At what point are we as Christ’s church ignoring the admonitions to: “avoid foolish disputes, genealogies, contentions, and strivings about the law; for they are unprofitable and useless” (Titus 3:9); and “But avoid foolish and ignorant disputes, knowing that they generate strife (2 Timothy 1:23)?”
This whole question has resulted in strivings about interpreting God’s law that has resulted in strife and division threatening the unity of Christ’s church. At best, the use of the term “Side B gay Christians” is defined by psychology and cannot be explained definitively from God’s Word. The term “gay” only became popular since the 1960s where the term sodomite was not comfortable to be used to identify oneself. Yet biblically, the practices of gays are defined as sodomy.
Why is there the need to defend the “Side B gay Christian’s” identity? Such a designation calls into question the possibility of what Thomas Chalmers called the “expulsive power of a new affection.” The most effective way to kill our sin is by finding greater joy in Christ. Do “Side B gay Christian” advocates not have any hope in that reality? Christians need to repent of the practice of “conversion therapy” as the cure for same-sex desires; Christ is the only hope. To withhold the hope of the joy and delight that Christ changes one’s desires, is a great sin in and of itself.
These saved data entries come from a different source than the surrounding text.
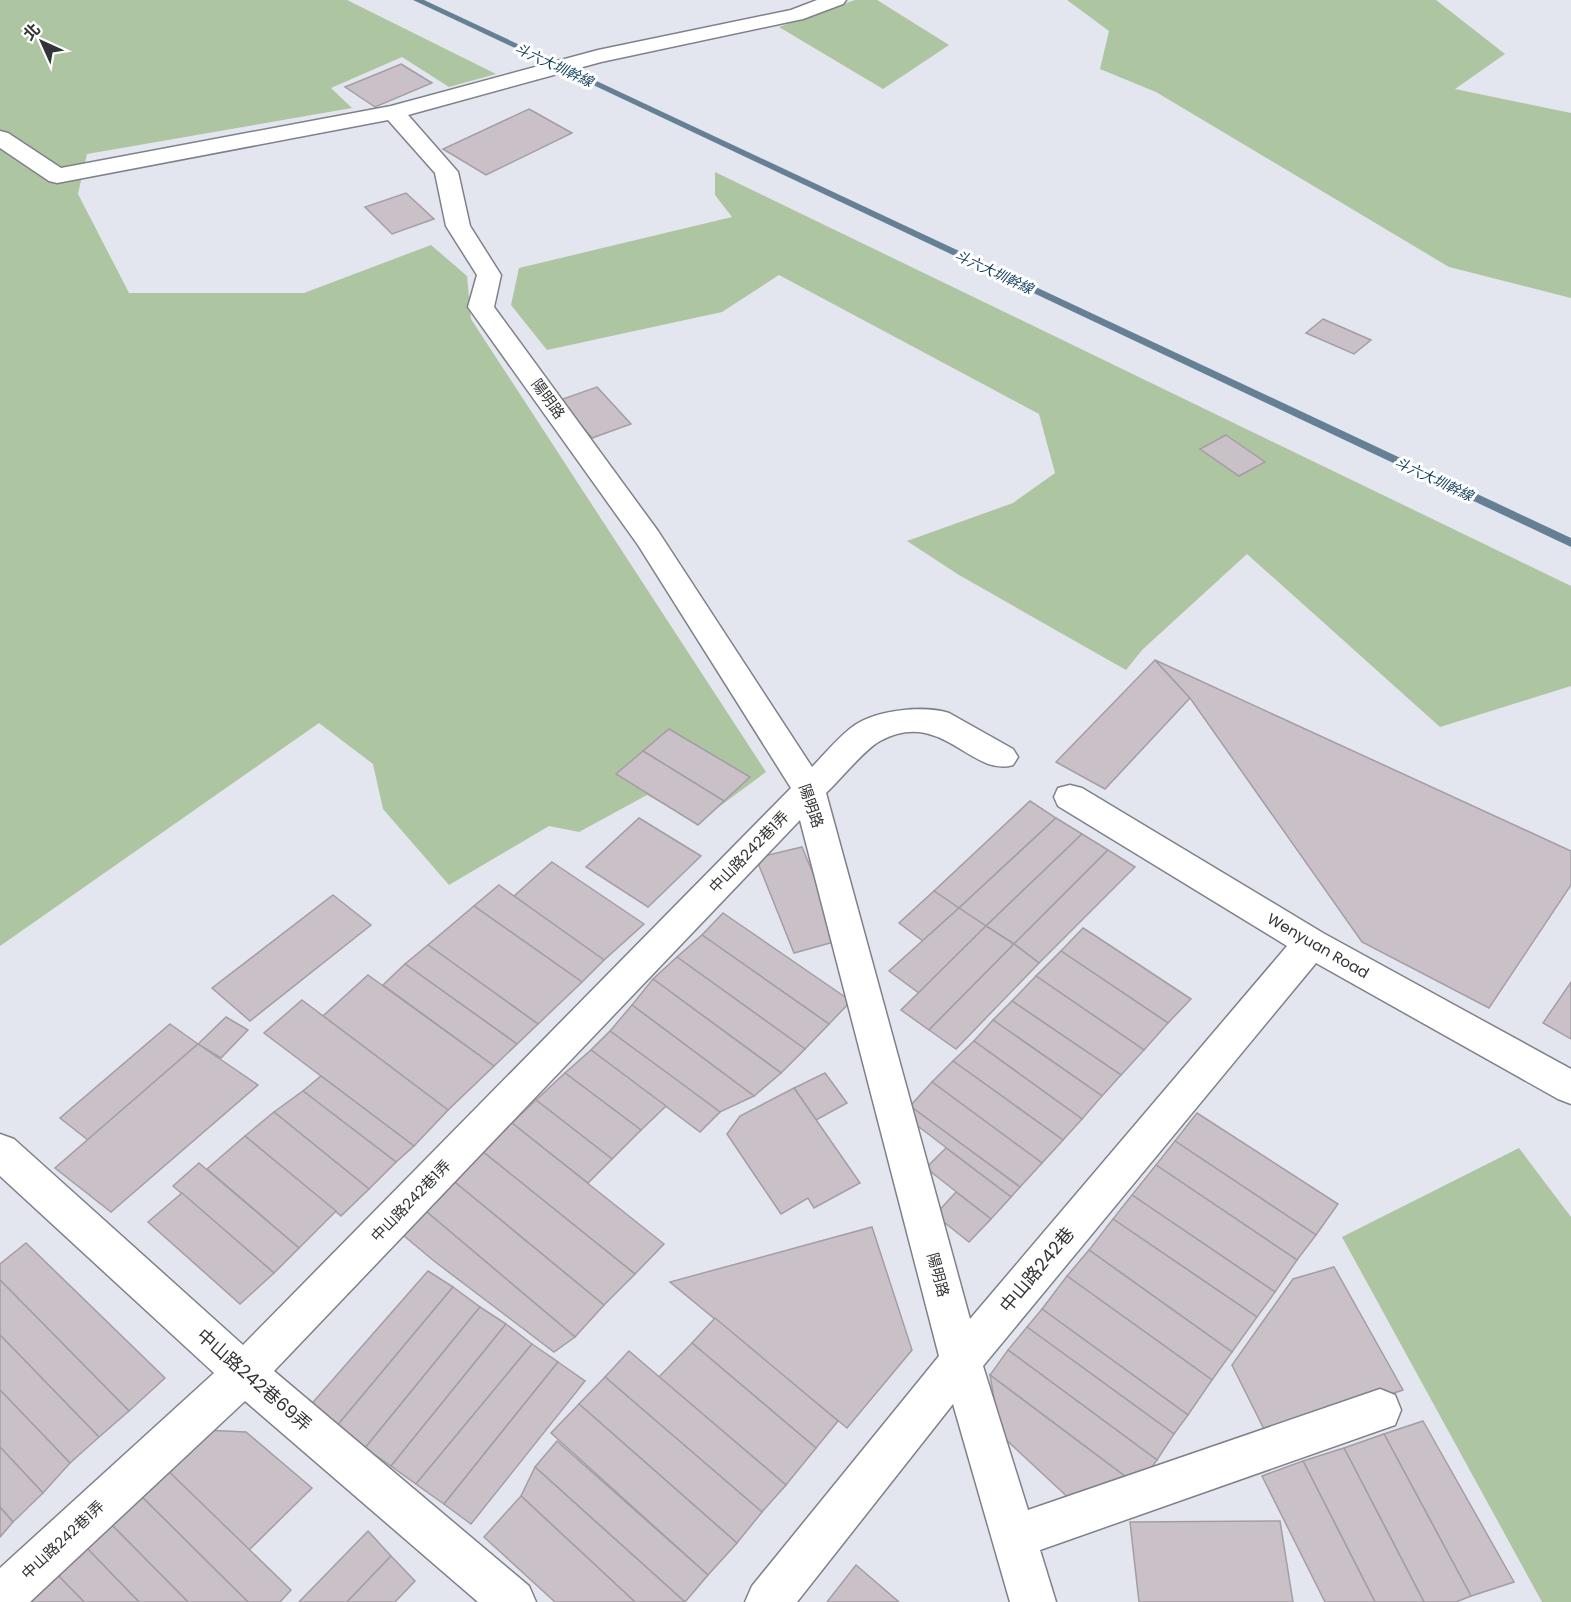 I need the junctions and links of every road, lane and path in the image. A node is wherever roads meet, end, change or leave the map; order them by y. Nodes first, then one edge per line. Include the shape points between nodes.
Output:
1 (837, 0) edge
2 (393, 112) junction
3 (0, 138) edge
4 (1002, 758) dead end
5 (809, 790) junction
6 (1070, 797) dead end
7 (1311, 943) junction
8 (1571, 1088) edge
9 (0, 1151) edge
10 (961, 1361) junction
11 (244, 1373) junction
12 (1380, 1410) dead end
13 (1015, 1538) junction
14 (0, 1599) edge
15 (513, 1602) edge
16 (768, 1602) edge
17 (1033, 1602) edge

1 - 2 street via 796,15 533,72
2 - 3 street via 57,176
2 - 5 street, 陽明路 via 446,172 458,226 489,275 482,307 648,538
4 - 5 street, 中山路242巷1弄 via 938,721 897,722 867,733
5 - 10 street, 陽明路
5 - 11 street, 中山路242巷1弄
6 - 7 street, Wenyuan Road
7 - 8 street, Wenyuan Road
7 - 10 street, 中山路242巷
9 - 11 street, 中山路242巷69弄
10 - 13 street, 陽明路
10 - 16 street, 中山路242巷
11 - 14 street, 中山路242巷1弄
11 - 15 street, 中山路242巷69弄
12 - 13 street
13 - 17 street, 陽明路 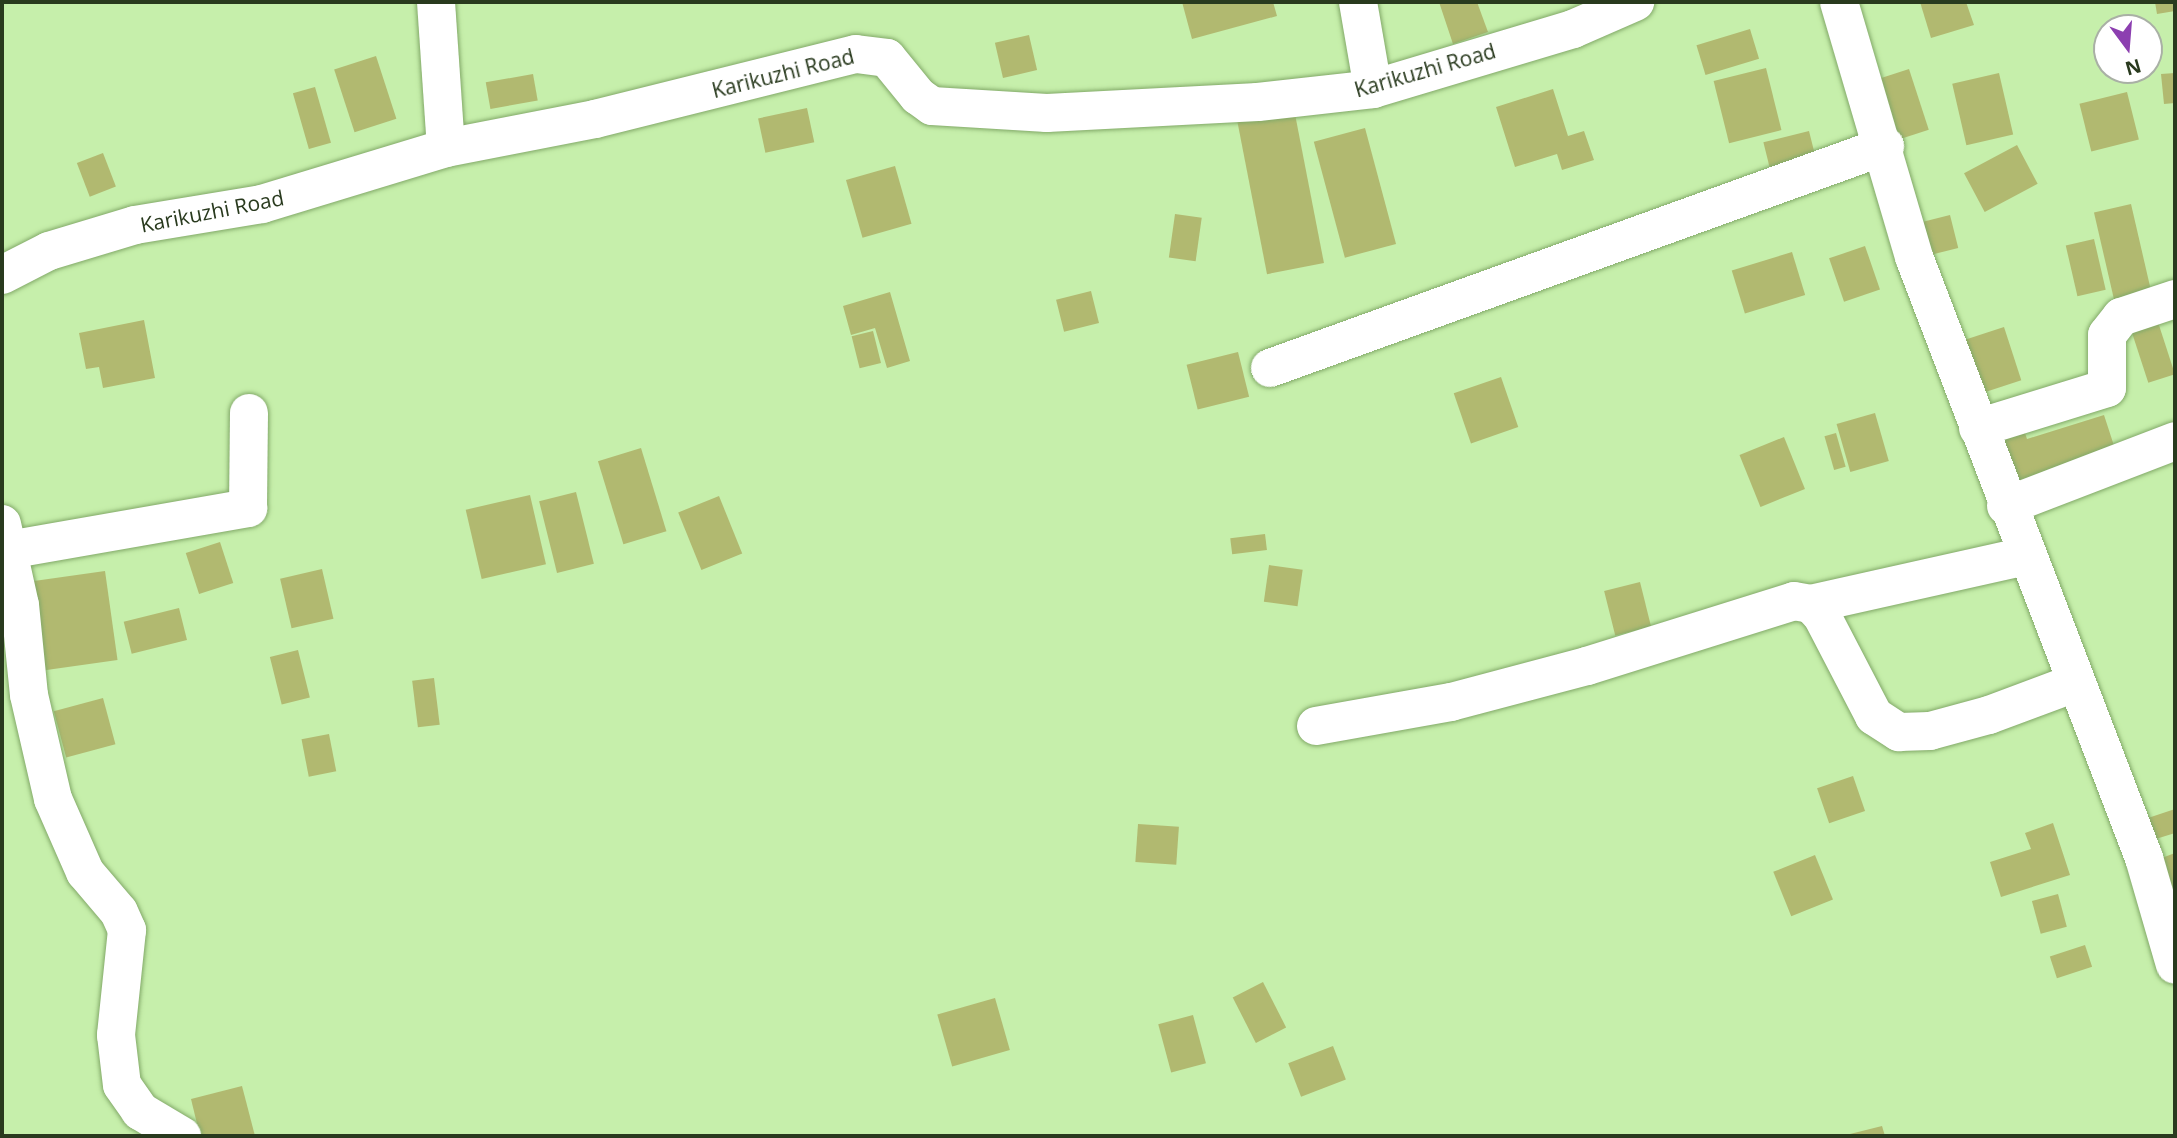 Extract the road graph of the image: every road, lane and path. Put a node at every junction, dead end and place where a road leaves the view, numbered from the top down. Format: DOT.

Heterosexuality is not the cure! Christ’s love and love for Christ is the cure. This is not merely Christians’ wishful thinking. Is it not possible for a believer to be a new creation in Christ? Is it not possible for us to say to fornicators, adulterers, idolaters, homosexuals, and sodomites: “of such were some of you” But you were washed, sanctified in the name of the Lord Jesus and by the Spirit of God? (1 Cor 6:9-11).
Why does TE Greg Johnson thrust these discussions on us? He should back away from writing books such as Still Time to Care, in which he alleges that those who disagree with him do not care about homosexuals. Why does the church need to affirm his questionable definitions? Is he so self-righteous in his care for gays that he judges others and finds them not as caring? Can he not receive correction and trust Christ as his defense? The warning of Titus 3:10-11 is sobering.
It is also sobering to read Proverbs 6:16-19. Is Greg Johnson sowing discord among his brethren? I do not presume to know. Yet I sense that we as a church of Jesus Christ are being asked to affirm his identity and beliefs.
May God restore the peace and purity of His church with in the PCA. We need to pray more diligently for this to be so.
Dr. Douglas Kittredge is a Minister in the Presbyterian Church in America and is pastor emeritus of New Life in Christ PCA in Fredericksburg, Va.